What is DNSSEC and Why Should I Care?

Your domain name is no less valuable than Facebook. It's just as easy for it to be abused or taken over as Facebook's too. What can you do to protect it?
March 14, 2022 12:48 pm

DNSSEC stands for Domain Name System Security Extensions. This is a set of guidelines that help shield internet users and applications from pirated Domain Name System (DNS) data. This is done by reinforcing security to DNS records, which provide information about the IP addresses connected to specific domains.

Although it’s an essential and extremely useful part of the web, DNS has existed for over 30 long years. That means it’s outdated security-wise and, as we all know, outdated systems are prone to data breaches and theft.

DNS brings several issues to engineers from the Internet Engineering Task Force (IETF). To face these common DNS security challenges, the IETF created DNSSEC. With this set of specifications, cryptographic signatures (or digital signatures) are used to confirm the reliability of DNS records. These signatures help validate data integrity and use encryption to protect information.

With DNS attacks soaring and costs following suit, organisations shouldn’t overlook DNS security. Just one attack could pose catastrophic security risks to businesses of all sizes.

Before we dive into why organisations should invest in stronger DNS protection, we’ll go over why DNS is so valuable, yet also potentially dangerous.

What is DNS?

Known as the “phone book of the internet”, DNS gives us the ability to navigate online by getting to different web addresses, like facebook.com. Thanks to DNS servers, users don’t need to learn and memorise complicated IP addresses. Imagine if we had to remember a number like 192.168.1.1 every time we needed to access a website. That wouldn’t be optimal.

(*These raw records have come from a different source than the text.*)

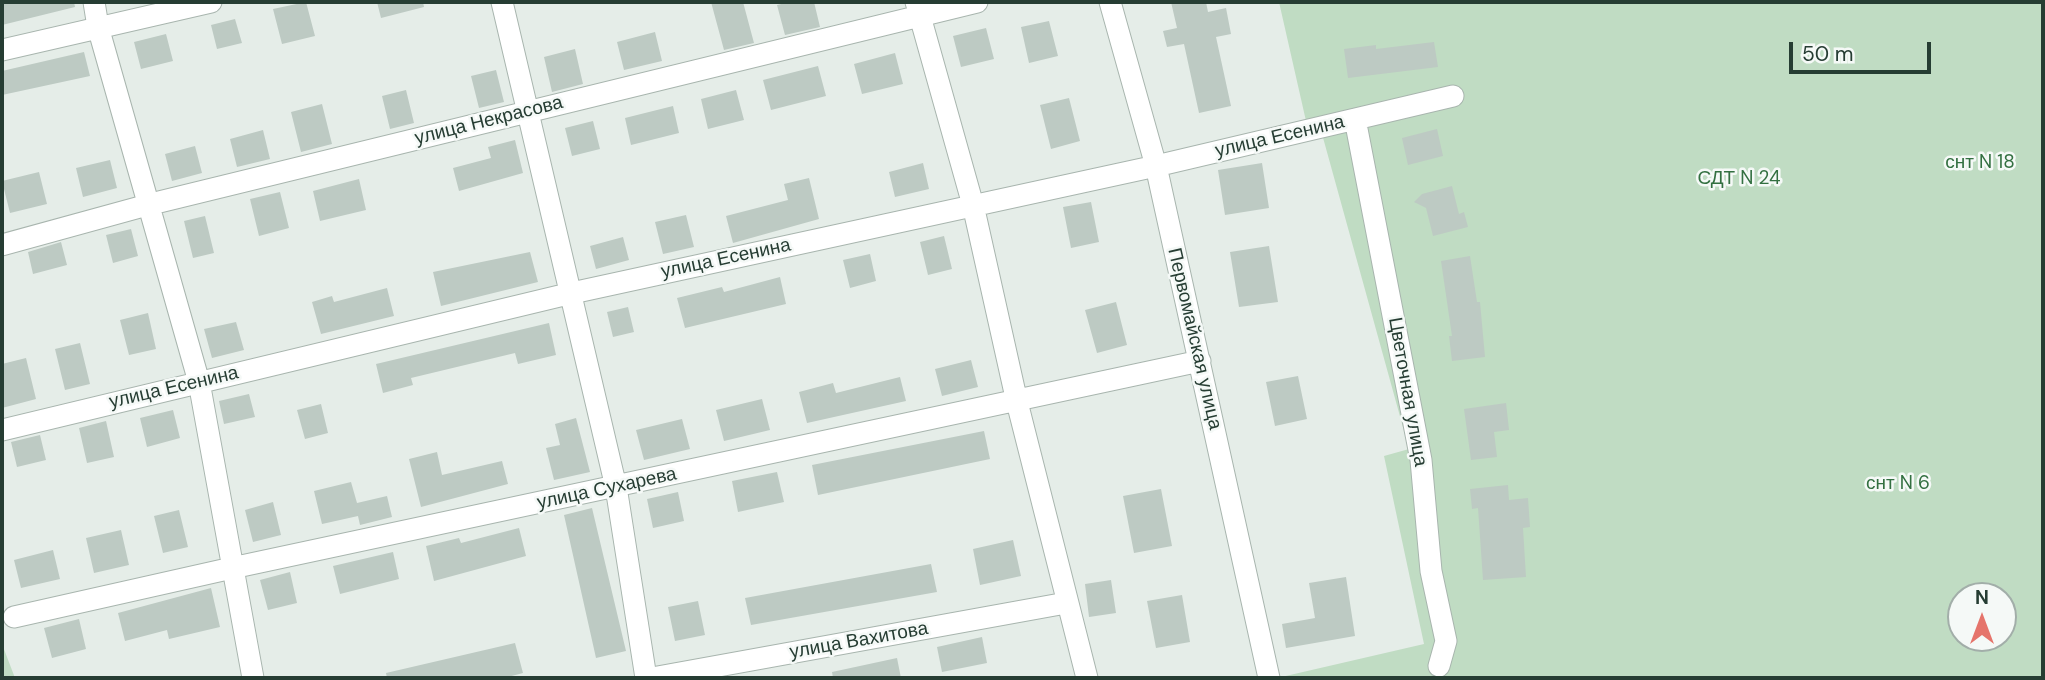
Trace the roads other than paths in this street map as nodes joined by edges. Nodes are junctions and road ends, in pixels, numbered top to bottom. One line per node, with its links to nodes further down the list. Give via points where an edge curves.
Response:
1 (94, 2): 7 (street)
2 (211, 2): 7 (street)
3 (502, 2): 10 (street)
4 (976, 2): 6 (street, улица Некрасова)
5 (1110, 2): 12 (street, Первомайская улица)
6 (917, 9): 10 (street, улица Некрасова); 14 (street)
7 (99, 27): 8 (street); 13 (street)
8 (2, 50)
9 (1452, 96): 11 (street, улица Есенина)
10 (529, 111): 13 (street, улица Некрасова); 16 (street)
11 (1355, 119): 12 (street, улица Есенина); 25 (street, Цветочная улица, via 1420,460 1431,571 1446,642)
12 (1156, 166): 14 (street, улица Есенина); 17 (street, Первомайская улица)
13 (151, 205): 15 (street, улица Некрасова); 18 (street)
14 (973, 205): 16 (street, улица Есенина); 19 (street)
15 (2, 245)
16 (572, 293): 18 (street, улица Есенина); 21 (street)
17 (1200, 361): 19 (street, улица Сухарева); 29 (street, Первомайская улица)
18 (200, 382): 20 (street, улица Есенина); 22 (street)
19 (1017, 402): 21 (street, улица Сухарева); 23 (street)
20 (2, 430)
21 (616, 487): 22 (street, улица Сухарева); 27 (street)
22 (232, 568): 24 (street, улица Сухарева); 26 (street)
23 (1066, 603): 27 (street, улица Вахитова); 28 (street)
24 (14, 617)
25 (1439, 666)
26 (253, 678)
27 (649, 678)
28 (1087, 678)
29 (1269, 678)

However, DNS was officially invented way back in 1983, along with the internet itself. Being an old protocol, its security isn’t up to today’s standards. As a consequence, DNS is subject to a number of malicious attacks, including what we call “DNS spoofing”.

Why Should I Care About DNS Security?

If your organisation has DNS that isn’t secure and you’re fully aware of that, you and your IT team should be the ones reinforcing security measures internally. Here’s why that matters to you:

The Infosecurity Group has put the damage of DNS attacks into substantial numbers: “Victims were hit 7.6 times at the cost of $950,000 per attack.

Smaller businesses, especially those oblivious or indifferent to cyber security measures could be hit hard. After all, this type of damage could be insurmountable.

The attacks mentioned refer to crimes such as DNS cache poisoning, which is a type of DNS spoofing. Spoofing concerns the cybercriminal act of entering forged information into a DNS cache, meaning the hacker will use altered Domain Name records to send traffic to a deceitful website. The fake address leading to a website initially mimics the original address, making users think they’re going where they planned to.

In other words, this type of cyber attack sends users to the wrong address, giving hackers the ability to access and steal personal data. The worst part is, cybercriminals just keep getting better and better at it.

According to Computer Weekly, “With cybercriminals launching more sophisticated DNS attacks, ill-equipped businesses are put at a big disadvantage and will struggle to respond effectively when targeted.” Small businesses, take note.

Most importantly, DNSSEC acts as a trust anchor for a string of encrypted characters we call a chain of trust. For this reason, safeguarding the DNS layer of your business with DNSSEC will:

  • Protect the system from unwanted access and cache poisoning.
  • Allow businesses to detect potential cyber-attacks at an early stage.
  • Prevent significant revenue loss caused by a potential attack.
  • Give businesses enough time to mitigate the risk accordingly.
  • Keep the entire organisation and its customers safe from data theft.

The sooner you implement DNSSEC, the better. As cybercriminals get more sophisticated with their spoofing tactics, your company’s security should always be one step ahead.